WORK ORDER:
Go through the records underneath and count the lines that include the string "留新一路". Give nothing but the number.

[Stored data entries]
***

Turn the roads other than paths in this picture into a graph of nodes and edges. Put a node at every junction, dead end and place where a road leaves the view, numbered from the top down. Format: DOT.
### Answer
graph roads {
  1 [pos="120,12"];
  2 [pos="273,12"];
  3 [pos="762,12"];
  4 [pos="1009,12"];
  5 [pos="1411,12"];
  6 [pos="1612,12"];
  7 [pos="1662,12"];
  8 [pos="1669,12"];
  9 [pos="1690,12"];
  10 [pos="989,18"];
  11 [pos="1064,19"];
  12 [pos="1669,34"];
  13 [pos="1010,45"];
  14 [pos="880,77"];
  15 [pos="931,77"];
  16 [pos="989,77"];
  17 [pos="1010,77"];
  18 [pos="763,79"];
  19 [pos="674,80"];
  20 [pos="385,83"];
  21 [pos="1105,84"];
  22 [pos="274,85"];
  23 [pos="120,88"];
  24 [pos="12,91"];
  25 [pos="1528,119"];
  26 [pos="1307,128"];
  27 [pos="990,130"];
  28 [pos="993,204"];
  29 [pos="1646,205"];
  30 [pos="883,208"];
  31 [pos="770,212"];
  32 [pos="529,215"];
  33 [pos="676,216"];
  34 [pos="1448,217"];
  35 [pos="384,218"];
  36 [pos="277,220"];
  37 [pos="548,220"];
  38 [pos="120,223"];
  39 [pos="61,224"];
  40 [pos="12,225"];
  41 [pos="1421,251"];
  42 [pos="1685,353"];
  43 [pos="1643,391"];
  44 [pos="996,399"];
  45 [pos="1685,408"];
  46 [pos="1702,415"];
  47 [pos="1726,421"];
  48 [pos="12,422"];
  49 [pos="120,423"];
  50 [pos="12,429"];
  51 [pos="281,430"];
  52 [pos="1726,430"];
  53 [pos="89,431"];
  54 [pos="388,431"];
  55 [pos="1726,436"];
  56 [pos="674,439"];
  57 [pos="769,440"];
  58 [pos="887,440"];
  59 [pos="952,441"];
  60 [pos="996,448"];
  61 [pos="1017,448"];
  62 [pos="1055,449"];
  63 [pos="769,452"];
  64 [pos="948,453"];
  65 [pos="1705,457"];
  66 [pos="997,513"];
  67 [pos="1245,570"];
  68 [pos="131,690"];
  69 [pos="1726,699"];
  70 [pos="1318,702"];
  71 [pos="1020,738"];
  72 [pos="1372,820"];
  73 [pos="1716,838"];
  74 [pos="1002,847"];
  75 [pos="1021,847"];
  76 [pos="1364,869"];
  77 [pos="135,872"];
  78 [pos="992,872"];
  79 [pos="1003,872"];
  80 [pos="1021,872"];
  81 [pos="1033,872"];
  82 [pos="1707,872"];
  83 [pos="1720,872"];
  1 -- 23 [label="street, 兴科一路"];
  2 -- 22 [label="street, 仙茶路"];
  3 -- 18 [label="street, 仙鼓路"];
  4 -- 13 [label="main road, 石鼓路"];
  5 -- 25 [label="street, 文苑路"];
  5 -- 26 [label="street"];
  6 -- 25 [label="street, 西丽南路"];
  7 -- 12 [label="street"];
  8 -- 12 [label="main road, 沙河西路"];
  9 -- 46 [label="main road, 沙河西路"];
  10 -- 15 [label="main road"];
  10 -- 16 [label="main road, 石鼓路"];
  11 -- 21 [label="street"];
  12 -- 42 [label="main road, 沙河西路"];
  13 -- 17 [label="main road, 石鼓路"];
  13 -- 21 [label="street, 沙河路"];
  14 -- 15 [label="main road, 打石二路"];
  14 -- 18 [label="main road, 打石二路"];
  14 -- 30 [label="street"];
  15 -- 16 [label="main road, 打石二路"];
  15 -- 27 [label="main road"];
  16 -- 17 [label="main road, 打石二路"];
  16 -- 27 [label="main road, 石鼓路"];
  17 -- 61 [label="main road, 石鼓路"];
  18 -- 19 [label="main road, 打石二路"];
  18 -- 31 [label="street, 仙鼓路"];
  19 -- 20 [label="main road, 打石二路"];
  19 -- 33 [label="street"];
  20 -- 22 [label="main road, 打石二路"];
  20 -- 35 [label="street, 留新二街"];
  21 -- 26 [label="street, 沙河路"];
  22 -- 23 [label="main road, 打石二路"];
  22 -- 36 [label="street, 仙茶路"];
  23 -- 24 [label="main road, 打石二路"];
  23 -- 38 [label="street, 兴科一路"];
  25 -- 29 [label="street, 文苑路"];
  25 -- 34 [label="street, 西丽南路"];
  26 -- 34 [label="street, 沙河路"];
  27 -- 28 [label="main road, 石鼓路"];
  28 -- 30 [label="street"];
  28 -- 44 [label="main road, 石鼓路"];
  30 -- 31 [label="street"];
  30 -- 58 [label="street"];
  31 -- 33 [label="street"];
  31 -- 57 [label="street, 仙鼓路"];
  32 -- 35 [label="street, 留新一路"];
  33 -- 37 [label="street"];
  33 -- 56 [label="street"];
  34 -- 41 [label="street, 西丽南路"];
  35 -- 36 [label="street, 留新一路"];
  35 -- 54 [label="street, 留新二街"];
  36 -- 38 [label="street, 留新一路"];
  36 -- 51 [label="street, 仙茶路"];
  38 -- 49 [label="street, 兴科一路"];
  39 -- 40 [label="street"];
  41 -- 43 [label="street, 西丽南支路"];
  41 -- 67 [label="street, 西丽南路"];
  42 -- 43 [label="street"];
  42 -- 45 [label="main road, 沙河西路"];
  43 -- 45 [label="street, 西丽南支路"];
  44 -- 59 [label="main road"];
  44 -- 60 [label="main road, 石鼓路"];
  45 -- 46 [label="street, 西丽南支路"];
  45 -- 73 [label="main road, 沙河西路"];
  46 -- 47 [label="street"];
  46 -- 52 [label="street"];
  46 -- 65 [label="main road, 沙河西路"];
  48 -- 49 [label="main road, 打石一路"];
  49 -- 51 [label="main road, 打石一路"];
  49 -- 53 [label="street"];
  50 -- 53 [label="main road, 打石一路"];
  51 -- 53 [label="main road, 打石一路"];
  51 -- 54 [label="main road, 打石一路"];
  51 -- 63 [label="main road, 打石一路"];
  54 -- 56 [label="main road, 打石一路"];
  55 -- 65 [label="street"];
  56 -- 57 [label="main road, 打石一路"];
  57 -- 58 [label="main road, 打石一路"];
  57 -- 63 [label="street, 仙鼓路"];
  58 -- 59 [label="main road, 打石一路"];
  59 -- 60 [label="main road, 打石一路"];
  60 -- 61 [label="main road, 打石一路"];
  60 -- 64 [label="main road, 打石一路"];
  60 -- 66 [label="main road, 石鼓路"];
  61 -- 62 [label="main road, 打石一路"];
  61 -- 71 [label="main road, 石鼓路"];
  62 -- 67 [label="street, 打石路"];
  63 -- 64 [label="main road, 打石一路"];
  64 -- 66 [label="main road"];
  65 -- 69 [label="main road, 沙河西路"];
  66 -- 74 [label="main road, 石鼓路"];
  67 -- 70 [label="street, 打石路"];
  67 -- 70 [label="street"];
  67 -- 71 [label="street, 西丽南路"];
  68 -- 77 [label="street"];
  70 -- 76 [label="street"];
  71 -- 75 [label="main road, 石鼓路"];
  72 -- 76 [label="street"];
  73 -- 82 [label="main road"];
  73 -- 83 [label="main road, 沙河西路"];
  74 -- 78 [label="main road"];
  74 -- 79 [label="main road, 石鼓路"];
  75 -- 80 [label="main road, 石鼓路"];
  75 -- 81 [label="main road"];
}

***

PROBLEM SOLUTION:
3